Less expensive, “generic” versions of biologic medications are a step closer to appearing on pharmacy shelves – although the road to federal approval of so-called “biosimilars” could still be a long one.

The U.S. Food and Drug Administration (FDA) in 2012 released draft guidelines that define the oversight and approval process for companies that want to make and sell biosimilars. These medications will be similar substitutes for biologic products already used to treat a variety of conditions, including rheumatoid arthritis, cancer and diabetes.

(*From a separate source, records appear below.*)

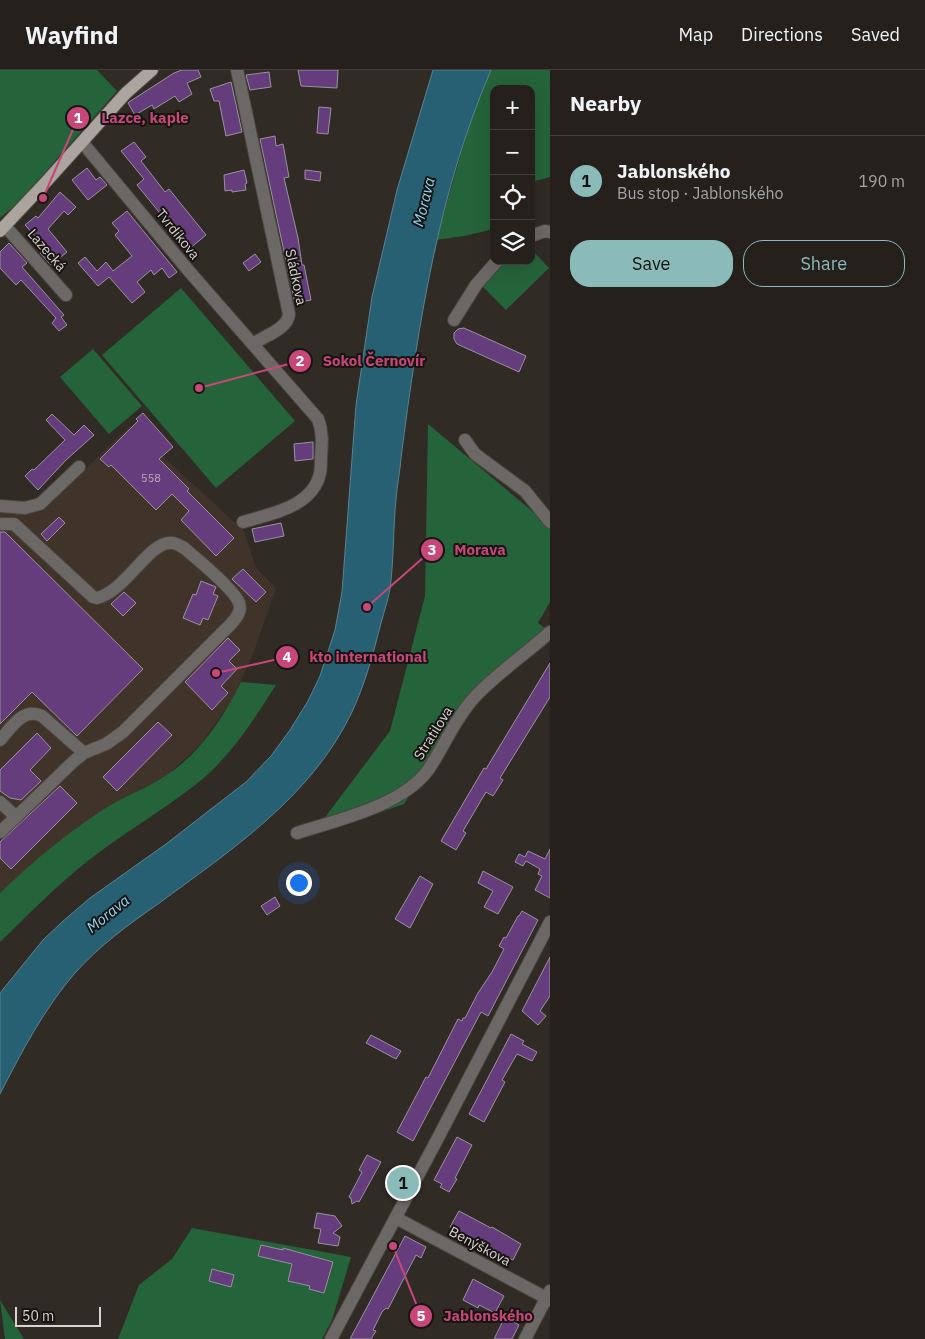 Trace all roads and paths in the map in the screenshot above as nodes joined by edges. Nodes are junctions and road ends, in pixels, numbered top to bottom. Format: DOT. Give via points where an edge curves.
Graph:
graph roads {
  1 [pos="152,70"];
  2 [pos="237,70"];
  3 [pos="82,142"];
  4 [pos="3,228"];
  5 [pos="550,232"];
  6 [pos="535,235"];
  7 [pos="494,265"];
  8 [pos="66,295"];
  9 [pos="454,320"];
  10 [pos="253,344"];
  11 [pos="465,440"];
  12 [pos="79,467"];
  13 [pos="0,506"];
  14 [pos="243,522"];
  15 [pos="550,522"];
  16 [pos="0,524"];
  17 [pos="550,632"];
  18 [pos="0,740"];
  19 [pos="84,753"];
  20 [pos="0,802"];
  21 [pos="16,817"];
  22 [pos="0,832"];
  23 [pos="297,833"];
  24 [pos="550,922"];
  25 [pos="396,1218"];
  26 [pos="549,1296"];
  27 [pos="331,1339"];
  28 [pos="525,1339"];
  1 -- 3 [label="main road, Lazecká" via="129,89"];
  2 -- 10 [label="street, Sládkova" via="289,314 282,326"];
  3 -- 4 [label="main road, Lazecká"];
  3 -- 10 [label="street, Tvrdíkova"];
  4 -- 8 [label="street, Lazecká"];
  5 -- 6 [label="street"];
  7 -- 9 [label="street" via="476,285"];
  10 -- 14 [label="street" via="318,419 322,442 320,473 305,497 285,510"];
  11 -- 15 [label="street" via="475,454 526,491"];
  12 -- 13 [label="street" via="40,504 25,508"];
  16 -- 19 [label="street" via="14,524 93,597 109,595 155,549 169,543 184,548 231,592 239,604 239,614 231,624 123,732 106,744"];
  17 -- 23 [label="street, Stratilova" via="474,698 428,770 400,795"];
  18 -- 19 [label="street" via="23,716 36,713"];
  19 -- 21 [label="street"];
  20 -- 21 [label="street"];
  21 -- 22 [label="street"];
  24 -- 25 [label="street"];
  25 -- 26 [label="street, Benýškova"];
  25 -- 27 [label="street"];
  26 -- 28 [label="street"];
} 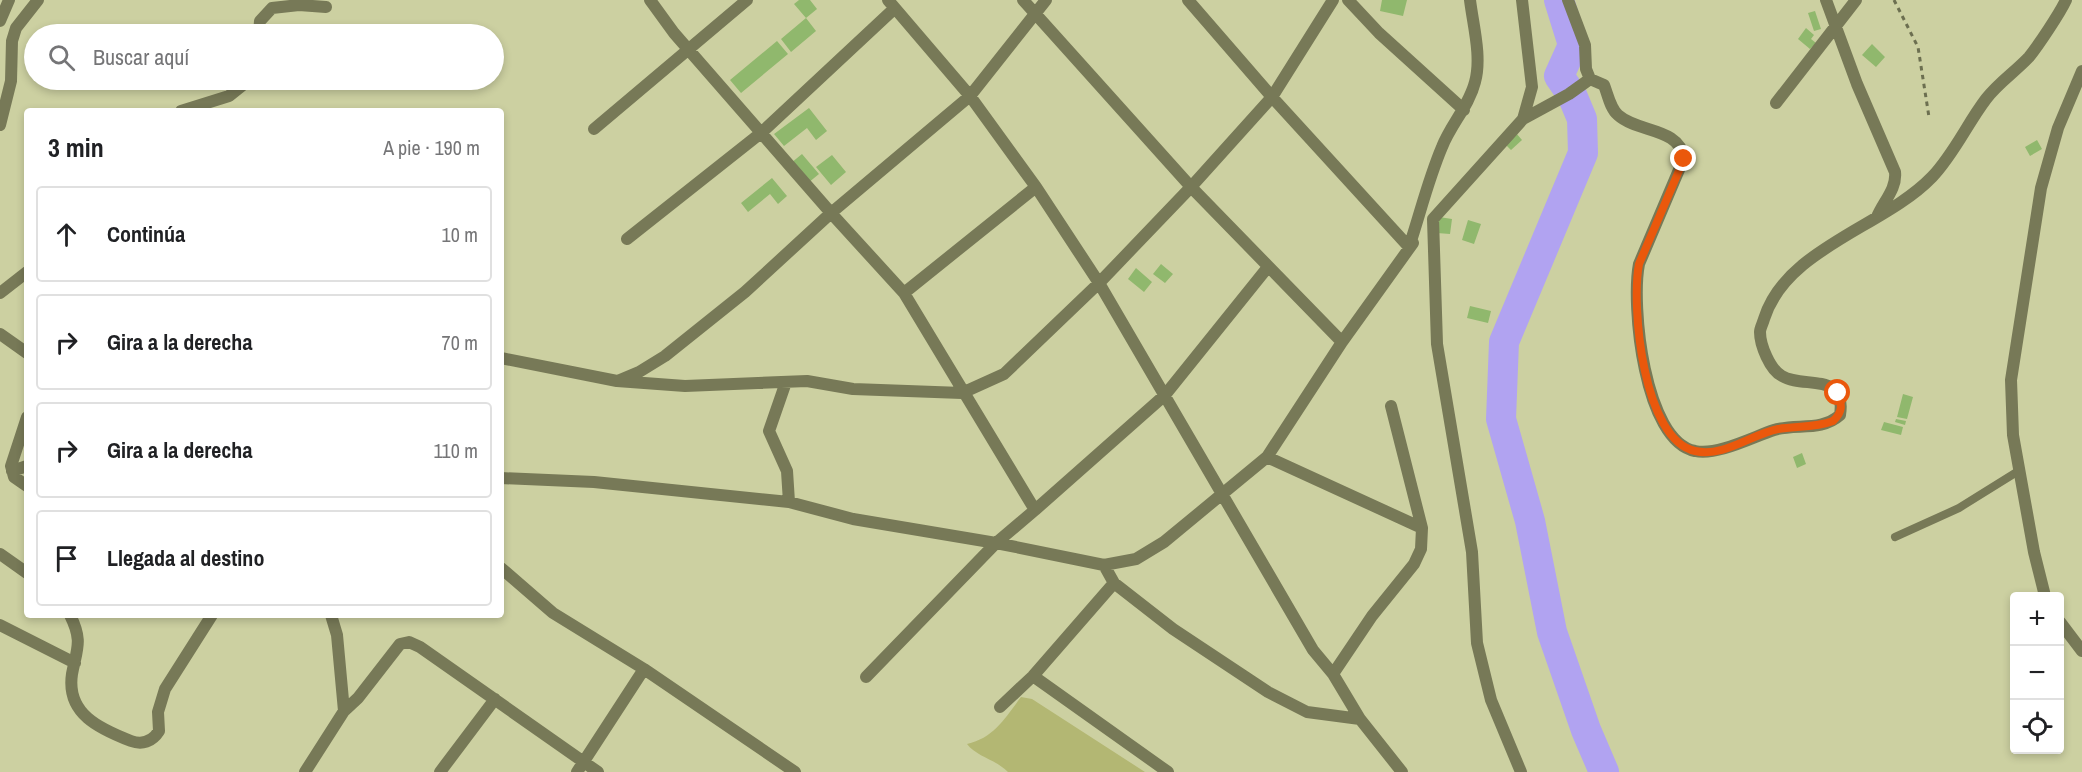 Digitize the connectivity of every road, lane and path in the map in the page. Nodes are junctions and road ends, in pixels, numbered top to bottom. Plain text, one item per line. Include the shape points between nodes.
1 (9, 0) edge
2 (38, 0) edge
3 (650, 0) edge
4 (747, 0) edge
5 (1023, 0) edge
6 (1046, 0) edge
7 (1188, 0) edge
8 (1333, 0) edge
9 (1348, 0) edge
10 (1470, 0) edge
11 (1522, 0) edge
12 (1568, 0) edge
13 (1826, 0) edge
14 (1856, 0) edge
15 (1894, 0) edge
16 (2066, 0) edge
17 (891, 4) edge
18 (326, 7) dead end
19 (1034, 13) junction
20 (0, 21) edge
21 (260, 24) edge
22 (1836, 26) junction
23 (688, 48) junction
24 (2082, 70) edge
25 (1590, 79) junction
26 (236, 90) edge
27 (970, 96) junction
28 (1272, 98) junction
29 (1776, 103) dead end
30 (191, 108) edge
31 (1464, 110) junction
32 (1929, 117) dead end
33 (1523, 118) junction
34 (0, 125) edge
35 (594, 129) dead end
36 (761, 133) junction
37 (1036, 187) junction
38 (1191, 187) junction
39 (831, 213) junction
40 (1876, 218) junction
41 (1433, 219) junction
42 (627, 239) dead end
43 (1409, 247) junction
44 (1268, 267) junction
45 (24, 274) edge
46 (1099, 283) junction
47 (0, 293) edge
48 (903, 293) junction
49 (0, 334) edge
50 (1342, 342) junction
51 (24, 351) edge
52 (504, 359) edge
53 (617, 381) junction
54 (786, 382) junction
55 (962, 393) junction
56 (1164, 395) junction
57 (1391, 406) dead end
58 (24, 426) edge
59 (1267, 457) junction
60 (24, 467) edge
61 (2020, 470) junction
62 (12, 471) junction
63 (504, 478) edge
64 (24, 484) edge
65 (1223, 494) junction
66 (789, 502) junction
67 (1035, 510) junction
68 (1422, 528) junction
69 (1895, 537) dead end
70 (996, 543) junction
71 (0, 554) edge
72 (1104, 565) junction
73 (24, 571) edge
74 (504, 571) edge
75 (1114, 583) junction
76 (2044, 592) edge
77 (71, 618) edge
78 (210, 618) edge
79 (332, 618) edge
80 (0, 625) edge
81 (2064, 627) edge
82 (2082, 651) edge
83 (75, 663) junction
84 (644, 669) junction
85 (1333, 674) junction
86 (1033, 676) junction
87 (866, 677) dead end
88 (495, 699) junction
89 (1000, 707) dead end
90 (344, 711) junction
91 (1360, 719) junction
92 (580, 767) edge
93 (305, 772) edge
94 (440, 772) edge
95 (598, 772) edge
96 (795, 772) edge
97 (1168, 772) edge
98 (1402, 772) edge
99 (1521, 772) edge

1 - 20 street
2 - 34 street via 16,28 12,41 11,81
3 - 23 street
4 - 23 street
5 - 19 street
6 - 19 street
7 - 28 street
8 - 28 street
9 - 31 street
10 - 31 street via 1476,80
11 - 33 street via 1532,87
12 - 25 street via 1585,45
13 - 22 street
14 - 22 street
15 - 32 path via 1918,47
16 - 40 street via 2030,56 1987,97 1954,150 1930,178
17 - 27 street
17 - 36 street
18 - 21 street via 272,8
19 - 27 street
19 - 38 street
22 - 29 street
22 - 40 street via 1895,172 1894,187
23 - 35 street
23 - 36 street
24 - 61 street via 2058,128 2041,188 2021,307 2011,380 2013,435
25 - 33 street
25 - 40 street via 1604,86 1618,115 1671,138 1682,147 1684,159 1639,264 1636,281 1639,341 1655,407 1663,425 1679,443 1695,452 1748,441 1776,429 1826,424 1840,415 1838,393 1830,387 1782,376 1768,360 1760,332 1769,304 1787,279 1856,228
26 - 30 street
27 - 37 street
27 - 39 street
28 - 38 street
28 - 43 street
31 - 43 street via 1450,128 1427,184
33 - 41 street
36 - 39 street
36 - 42 street
37 - 46 street
37 - 48 street
38 - 44 street
38 - 46 street
39 - 48 street
39 - 53 street via 745,292 665,356
41 - 43 street
41 - 99 street via 1437,344 1472,552 1477,643 1491,700
43 - 50 street
44 - 50 street
44 - 56 street
45 - 47 street
46 - 55 street via 1004,374
46 - 56 street
48 - 55 street
49 - 51 street
50 - 59 street
52 - 53 street
53 - 54 street via 685,386
54 - 55 street
54 - 66 street via 770,431 787,471
55 - 67 street
56 - 65 street
56 - 67 street
57 - 68 street
58 - 62 street
59 - 65 street
59 - 68 street
60 - 62 street
61 - 69 lane via 1959,508
61 - 76 street
62 - 64 street
63 - 66 street via 594,482
65 - 72 street via 1164,542 1136,559
65 - 85 street via 1313,650
66 - 70 street via 853,519
67 - 70 street
68 - 85 street via 1421,549 1414,564
70 - 72 street
70 - 87 street
71 - 73 street
72 - 75 street
74 - 84 street via 553,613
75 - 86 street
75 - 91 street via 1173,629 1268,692 1307,712
77 - 83 street via 79,640
78 - 83 street via 165,689 158,712 159,732 149,742 136,743 112,734 86,718 74,700
79 - 90 street
80 - 83 street
81 - 82 street
84 - 92 street
84 - 96 street
85 - 91 street
86 - 89 street
86 - 97 street
88 - 90 street via 409,642 399,644 390,653
88 - 92 street
88 - 94 street
90 - 93 street
91 - 98 street
92 - 95 street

A new approval pathway is needed for biosimilars because, unlike most medications, which are made from chemical molecules, biologics are proteins produced by gene-based technology from biological components such as living animal, or human or microorganism cells. So, unlike generic forms of chemical drugs, they are not exact replicas of the original drug.

“The protein has a complicated, three-dimensional structure and it’s much larger than a regular chemical drug, so it’s very tricky to make it exactly the same way every time,” explains Donald Miller, professor and chair of pharmacy practice at North Dakota State University in Fargo. “The original manufacturer has a patent on the process to make the protein, and they put in a lot of work to make it reproducible, so someone starting from scratch has a lot of work to do to make the identical protein.”

A provision in the federal health care reform law, signed by President Obama in March 2010, mandated the creation of an abbreviated regulatory pathway for the approval of biosimilars. To come up with that pathway, the FDA met with pharmaceutical companies and other interested parties (including patient advocates and doctors) and held hearings. The draft guidelines are result of that process. They outline the scientific and quality expectations the FDA has of any drug company making a biosimilar, such as how similar it must be and what safety studies must be conducted.

The FDA says the exact requirements, to be determined on a case-by-case basis, will vary from one product to the next. Small differences in drug formulation, delivery devices and containers will be allowed, but those differences cannot be clinically meaningful from the original, or “reference” product. The government reserves the right to require clinical trials if it deems them necessary – something not required of most generic drugs.